I run the script and tcpdump again:
```
pim@summer:~$ sudo tcpdump -evni dummy0
11:16:53.834619 02:fe:fe:ae:0d:a3 > 01:02:03:82:98:fe, ethertype IPv4 (0x0800), length 96:
(tos 0x0, ttl 253, id 0, offset 0, flags [none], proto UDP (17), length 82, bad cksum 3945 (->3997)!)
192.0.2.1.6345 > 192.0.2.2.4789: VXLAN, flags [I] (0x08), vni 8298
02:fe:64:dc:1b:82 > 01:02:03:04:05:02, ethertype IPv4 (0x0800), length 46:
(tos 0x0, ttl 64, id 1, offset 0, flags [none], proto UDP (17), length 32)
192.168.1.1.8298 > 192.168.1.2.7: UDP, length 4
11:16:53.882554 02:fe:fe:ae:0d:a3 > 01:02:03:82:98:fe, ethertype IPv4 (0x0800), length 96:
(tos 0x0, ttl 253, id 0, offset 0, flags [none], proto UDP (17), length 82, bad cksum 3944 (->3996)!)
192.0.2.1.23916 > 192.0.2.3.4789: VXLAN, flags [I] (0x08), vni 8298
02:fe:64:dc:1b:82 > 01:02:03:04:05:03, ethertype IPv4 (0x0800), length 46:
(tos 0x0, ttl 64, id 1, offset 0, flags [none], proto UDP (17), length 32)
192.168.1.1.8298 > 192.168.1.3.7: UDP, length 4
```
Two important notes: Firstly, this works!
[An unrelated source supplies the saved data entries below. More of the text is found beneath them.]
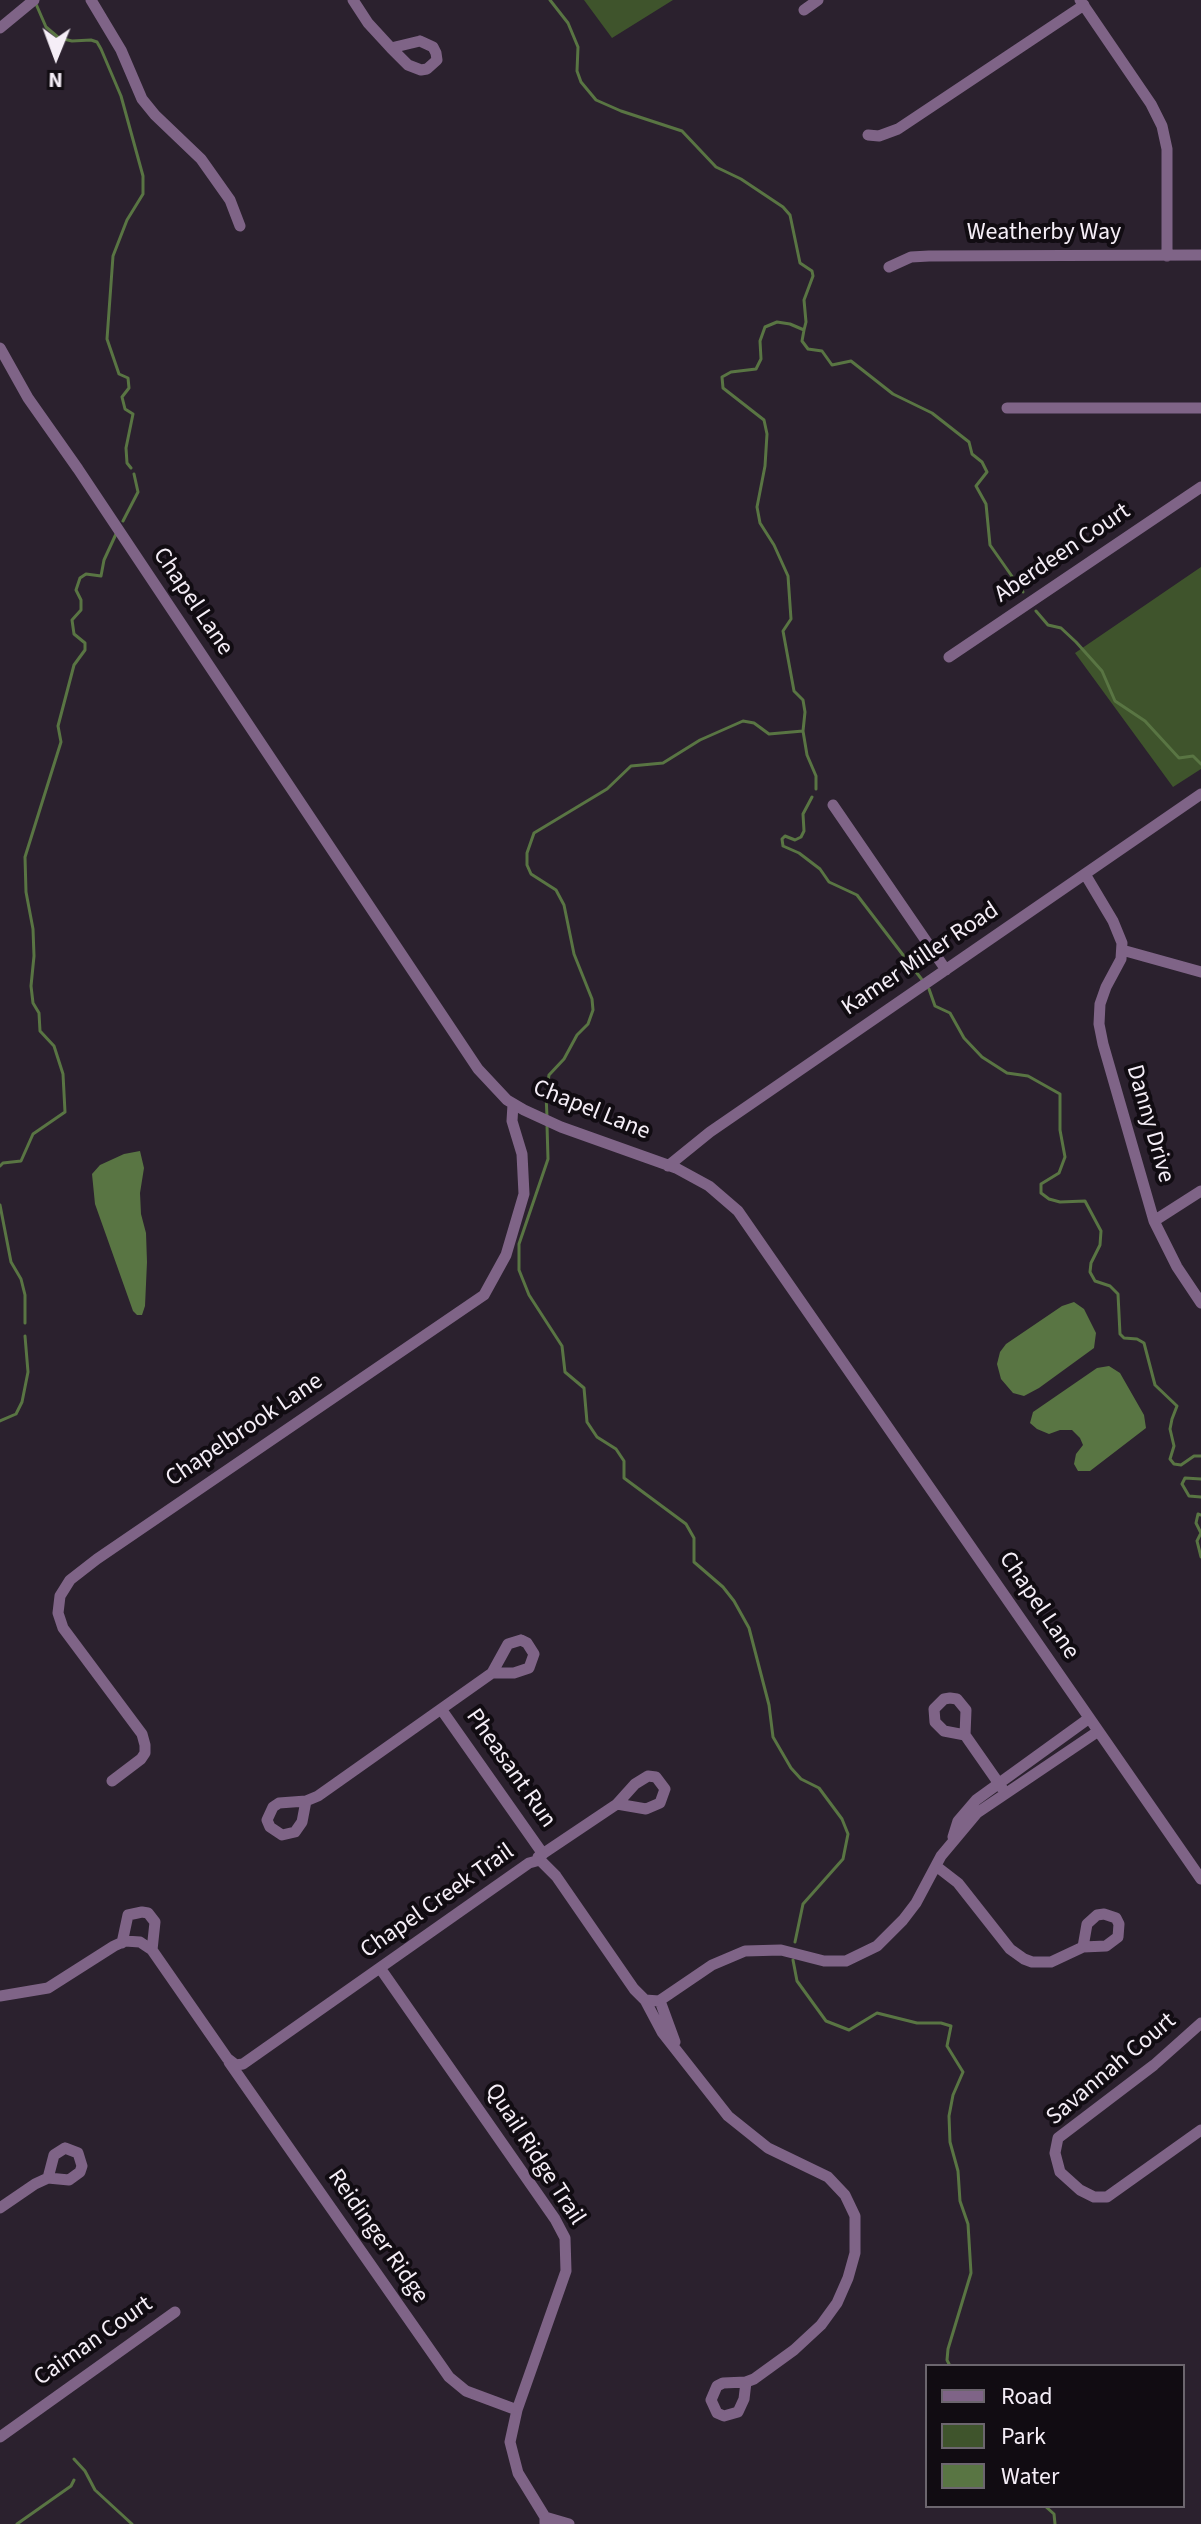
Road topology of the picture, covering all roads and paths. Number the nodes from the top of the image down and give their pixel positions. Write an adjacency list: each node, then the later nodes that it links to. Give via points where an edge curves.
1 (34, 0): 7 (street)
2 (91, 0): 10 (street, via 142,99 201,159 230,200)
3 (353, 0): 8 (street)
4 (818, 0): 6 (street)
5 (1082, 3): 9 (street, via 898,129); 12 (street, via 1162,126 1167,149)
6 (804, 10)
7 (0, 28)
8 (391, 48)
9 (868, 135)
10 (240, 226)
11 (1201, 255): 12 (street, Weatherby Way)
12 (1167, 256): 13 (street, Weatherby Way, via 929,256)
13 (889, 267)
14 (0, 348): 25 (street, Chapel Lane, via 28,398 464,1050)
15 (1007, 408): 16 (street)
16 (1201, 408)
17 (1201, 487): 18 (street, Aberdeen Court)
18 (949, 657)
19 (1201, 794): 21 (street, Kamer Miller Road)
20 (833, 805): 23 (street)
21 (1085, 874): 22 (street, via 1113,921); 23 (street, Kamer Miller Road)
22 (1122, 950): 24 (street); 28 (street, Danny Drive, via 1103,995 1099,1024)
23 (946, 970): 26 (street, Kamer Miller Road, via 719,1125)
24 (1201, 972)
25 (513, 1104): 26 (street, Chapel Lane); 35 (street, Chapelbrook Lane, via 524,1194 506,1255 484,1295 97,1559 70,1580 60,1596 63,1628 142,1734 145,1753)
26 (668, 1166): 32 (street, Chapel Lane, via 709,1186 738,1211)
27 (1201, 1191): 28 (street)
28 (1154, 1221): 29 (street, Danny Drive)
29 (1201, 1303)
30 (492, 1673): 31 (street)
31 (441, 1709): 37 (street); 39 (street, Pheasant Run)
32 (1088, 1719): 33 (street, Chapel Lane); 36 (street)
33 (1097, 1732): 36 (street); 42 (street, Chapel Lane)
34 (965, 1735): 36 (street)
35 (112, 1781)
36 (1002, 1787): 41 (street, via 953,1839)
37 (306, 1801)
38 (617, 1804): 39 (street)
39 (543, 1854): 40 (street)
40 (529, 1863): 46 (street, Chapel Creek Trail); 48 (street, Chapel Creek Trail, via 540,1860 551,1869)
41 (936, 1866): 44 (street, via 958,1883 1010,1949 1024,1959 1051,1962); 49 (street, via 903,1920 867,1952 835,1962 781,1950 745,1951 712,1965)
42 (1201, 1879)
43 (122, 1943): 45 (street, via 140,1942); 45 (street, via 128,1915 148,1913 155,1922); 47 (street, via 48,1988)
44 (1083, 1947)
45 (152, 1950): 52 (street)
46 (380, 1968): 52 (street, Chapel Creek Trail, via 249,2060 236,2065); 58 (street, Quail Ridge Trail, via 565,2238 566,2271)
47 (0, 1996)
48 (645, 2000): 49 (street); 51 (street, Chapel Creek Trail)
49 (660, 2001): 51 (street)
50 (1201, 2023): 53 (street, Savannah Court, via 1058,2138 1055,2153 1060,2172 1080,2190 1107,2197)
51 (680, 2053): 57 (street, via 737,2125 768,2148 828,2177 855,2216 855,2253 837,2303 794,2350)
52 (227, 2058): 58 (street, Reidinger Ridge, via 441,2367 466,2391)
53 (1201, 2130)
54 (48, 2178): 55 (street)
55 (0, 2208)
56 (175, 2312): 59 (street, Caiman Court)
57 (746, 2382)
58 (517, 2410): 60 (street, Quail Ridge Trail, via 510,2442 513,2463)
59 (0, 2437)
60 (545, 2520): 61 (street, Quail Ridge Trail)
61 (569, 2524)

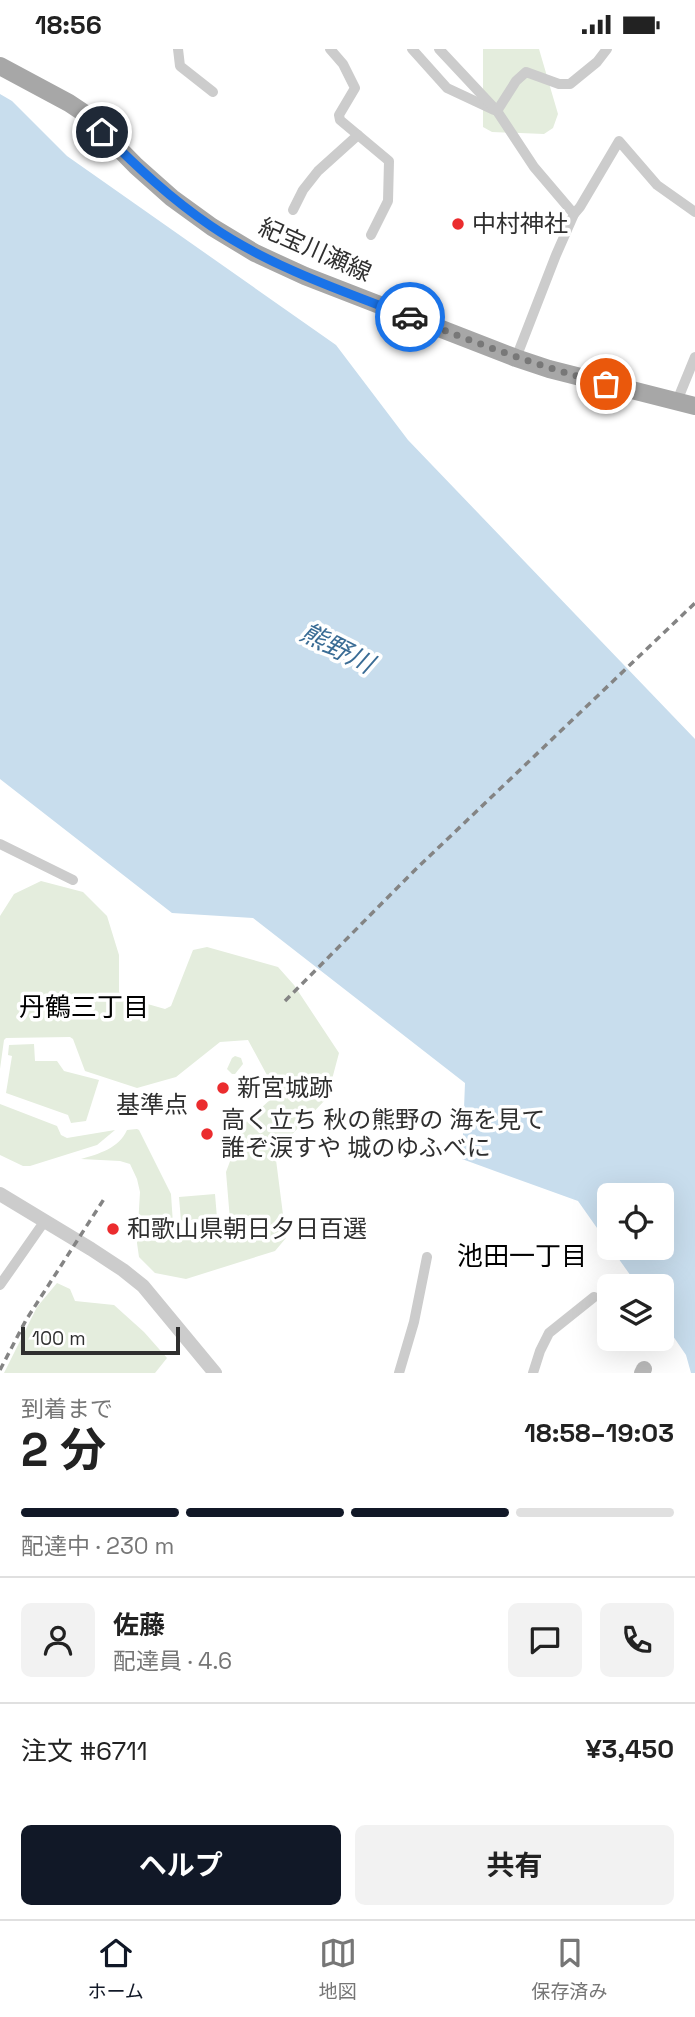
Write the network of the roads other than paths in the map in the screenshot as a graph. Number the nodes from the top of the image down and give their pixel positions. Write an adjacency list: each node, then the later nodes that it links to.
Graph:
1 (178, 49): 7 (street)
2 (330, 49): 9 (street)
3 (412, 49): 8 (street)
4 (439, 49): 8 (street)
5 (607, 49): 8 (street)
6 (0, 66): 14 (main road, 紀宝川瀬線)
7 (213, 92)
8 (497, 111): 12 (street)
9 (358, 135): 10 (street); 13 (street)
10 (293, 210)
11 (695, 212): 12 (street)
12 (574, 214): 14 (street)
13 (371, 235)
14 (516, 358): 16 (main road, 紀宝川瀬線)
15 (695, 358): 16 (street)
16 (677, 401): 17 (main road, 紀宝川瀬線)
17 (695, 406)
18 (0, 844): 19 (street)
19 (73, 880)
20 (0, 1194): 21 (street)
21 (44, 1222): 23 (street); 25 (street)
22 (427, 1257): 26 (street)
23 (0, 1285)
24 (594, 1297): 27 (street)
25 (215, 1373)
26 (399, 1373)
27 (533, 1373)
For the MAC address ending in `:02`, send the packet to
`192.0.2.2` instead of the default of `192.0.2.254`. Same for the `:03` MAC which now goes to
`192.0.2.3`. Nice! But secondly, the IPv4 header of the VxLAN packets was changed, so there needs to
be a call to `ip4_header_checksum()` inserted somewhere. That's an easy fix.
# What's next
I want to discuss a few things, perhaps at an upcoming VPP Community meeting. Notably:
1. Is the VPP Developer community supportive of adding eVPN support? Does anybody want to help
write it with me?
1. Is changing the existing VxLAN plugin appropriate, or should I make a new plugin which adds
dynamic endpoints, L2FIB and Flood lists for BUM traffic?
1. Is it acceptable for me to add a BUM marker in `l2_flood.c` so that I can reuse all the logic
from bridge-domain flooding as I extend to also do VTEP flooding?
1. (perhaps later) VxLAN is the canonical underlay, but is there an appetite to extend also to,
say, GENEVE or MPLS?
1. (perhaps later) What's a good way to tie in a controlplane like FRRouting or Bird2 into the
dataplane (perhaps using a sidecar controller, or perhaps using Linux CP Netlink messages)?